Problem details: All lines with the word "Windrose" must be pulled from the entries below.

Dataset entries:
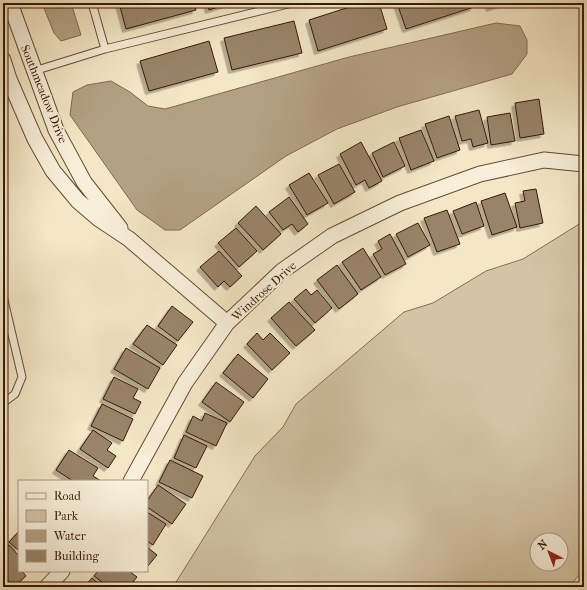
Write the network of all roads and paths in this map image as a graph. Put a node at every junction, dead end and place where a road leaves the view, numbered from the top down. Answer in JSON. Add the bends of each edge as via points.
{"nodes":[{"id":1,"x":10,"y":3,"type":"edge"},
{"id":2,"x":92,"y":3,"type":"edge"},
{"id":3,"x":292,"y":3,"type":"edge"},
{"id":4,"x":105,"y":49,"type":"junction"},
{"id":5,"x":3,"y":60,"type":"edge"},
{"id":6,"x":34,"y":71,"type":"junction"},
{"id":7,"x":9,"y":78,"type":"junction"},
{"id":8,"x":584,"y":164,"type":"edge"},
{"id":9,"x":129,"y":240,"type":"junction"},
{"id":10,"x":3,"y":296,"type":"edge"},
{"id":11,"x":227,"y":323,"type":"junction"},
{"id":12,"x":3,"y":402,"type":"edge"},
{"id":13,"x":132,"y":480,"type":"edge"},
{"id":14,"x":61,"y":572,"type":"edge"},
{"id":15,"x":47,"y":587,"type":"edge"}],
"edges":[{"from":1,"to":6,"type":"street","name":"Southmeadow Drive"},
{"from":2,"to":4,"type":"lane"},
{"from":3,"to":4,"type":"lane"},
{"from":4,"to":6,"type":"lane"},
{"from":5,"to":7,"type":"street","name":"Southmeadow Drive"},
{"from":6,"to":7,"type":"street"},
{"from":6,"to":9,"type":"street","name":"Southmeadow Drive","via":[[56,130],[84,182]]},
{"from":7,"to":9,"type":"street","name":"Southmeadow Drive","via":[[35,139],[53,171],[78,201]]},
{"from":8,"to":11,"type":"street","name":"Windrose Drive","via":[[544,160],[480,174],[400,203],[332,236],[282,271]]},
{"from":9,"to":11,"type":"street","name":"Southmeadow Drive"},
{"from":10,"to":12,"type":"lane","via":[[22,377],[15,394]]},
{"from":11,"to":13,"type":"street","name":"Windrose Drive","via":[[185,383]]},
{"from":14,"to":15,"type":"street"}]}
---
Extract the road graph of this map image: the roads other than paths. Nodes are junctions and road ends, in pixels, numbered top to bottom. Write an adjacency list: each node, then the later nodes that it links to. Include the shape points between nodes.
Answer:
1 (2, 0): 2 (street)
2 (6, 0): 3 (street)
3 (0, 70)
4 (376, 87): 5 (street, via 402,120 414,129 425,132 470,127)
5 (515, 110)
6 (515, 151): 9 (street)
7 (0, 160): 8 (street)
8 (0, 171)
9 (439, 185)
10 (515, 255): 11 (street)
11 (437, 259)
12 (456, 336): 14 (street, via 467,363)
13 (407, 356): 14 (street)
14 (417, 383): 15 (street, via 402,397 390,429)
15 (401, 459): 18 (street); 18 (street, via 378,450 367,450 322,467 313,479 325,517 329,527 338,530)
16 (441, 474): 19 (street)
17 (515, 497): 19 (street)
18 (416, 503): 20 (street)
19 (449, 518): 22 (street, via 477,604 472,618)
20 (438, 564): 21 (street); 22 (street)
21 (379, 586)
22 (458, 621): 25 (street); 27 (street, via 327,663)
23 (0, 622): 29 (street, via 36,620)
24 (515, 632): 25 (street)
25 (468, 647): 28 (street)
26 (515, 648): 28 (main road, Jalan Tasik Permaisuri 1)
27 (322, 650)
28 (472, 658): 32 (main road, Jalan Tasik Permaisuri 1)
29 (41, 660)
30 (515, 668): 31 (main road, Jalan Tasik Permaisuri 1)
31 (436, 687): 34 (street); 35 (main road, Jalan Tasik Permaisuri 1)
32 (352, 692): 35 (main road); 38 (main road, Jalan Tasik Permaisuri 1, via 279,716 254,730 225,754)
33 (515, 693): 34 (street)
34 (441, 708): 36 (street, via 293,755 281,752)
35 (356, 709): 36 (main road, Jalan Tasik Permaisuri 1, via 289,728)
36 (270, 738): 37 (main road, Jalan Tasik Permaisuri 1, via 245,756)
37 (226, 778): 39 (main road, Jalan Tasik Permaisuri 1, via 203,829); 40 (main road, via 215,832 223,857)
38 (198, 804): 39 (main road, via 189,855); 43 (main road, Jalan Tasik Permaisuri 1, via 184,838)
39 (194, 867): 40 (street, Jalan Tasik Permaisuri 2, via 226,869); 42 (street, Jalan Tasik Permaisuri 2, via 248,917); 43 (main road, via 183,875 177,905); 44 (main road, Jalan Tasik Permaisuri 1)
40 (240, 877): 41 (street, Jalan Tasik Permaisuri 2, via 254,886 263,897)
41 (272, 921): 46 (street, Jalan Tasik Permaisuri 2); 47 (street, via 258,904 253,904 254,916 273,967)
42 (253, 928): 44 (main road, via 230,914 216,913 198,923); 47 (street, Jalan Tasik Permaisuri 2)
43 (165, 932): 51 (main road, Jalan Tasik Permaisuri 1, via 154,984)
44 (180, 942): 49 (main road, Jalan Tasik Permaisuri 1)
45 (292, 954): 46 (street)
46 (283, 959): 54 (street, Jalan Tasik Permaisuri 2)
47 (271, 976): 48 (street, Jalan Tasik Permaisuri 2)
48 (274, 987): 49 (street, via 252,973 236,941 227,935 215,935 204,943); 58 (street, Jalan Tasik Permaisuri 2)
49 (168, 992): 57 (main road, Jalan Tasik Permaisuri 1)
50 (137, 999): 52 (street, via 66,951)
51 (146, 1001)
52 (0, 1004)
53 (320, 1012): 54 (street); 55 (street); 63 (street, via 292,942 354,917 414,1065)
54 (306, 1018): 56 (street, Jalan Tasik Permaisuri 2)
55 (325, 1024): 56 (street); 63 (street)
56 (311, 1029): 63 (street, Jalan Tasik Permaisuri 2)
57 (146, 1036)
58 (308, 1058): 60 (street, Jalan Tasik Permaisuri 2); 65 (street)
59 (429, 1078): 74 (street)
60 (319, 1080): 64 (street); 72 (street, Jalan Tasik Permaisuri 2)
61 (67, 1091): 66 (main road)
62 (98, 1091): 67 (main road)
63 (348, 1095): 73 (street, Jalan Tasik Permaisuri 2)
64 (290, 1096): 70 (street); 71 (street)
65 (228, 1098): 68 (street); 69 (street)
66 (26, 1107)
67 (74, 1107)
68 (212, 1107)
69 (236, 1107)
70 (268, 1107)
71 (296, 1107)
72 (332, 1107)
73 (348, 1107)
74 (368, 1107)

Task answer:
{"from":8,"to":11,"type":"street","name":"Windrose Drive","via":[[544,160],[480,174],[400,203],[332,236],[282,271]]},
{"from":11,"to":13,"type":"street","name":"Windrose Drive","via":[[185,383]]},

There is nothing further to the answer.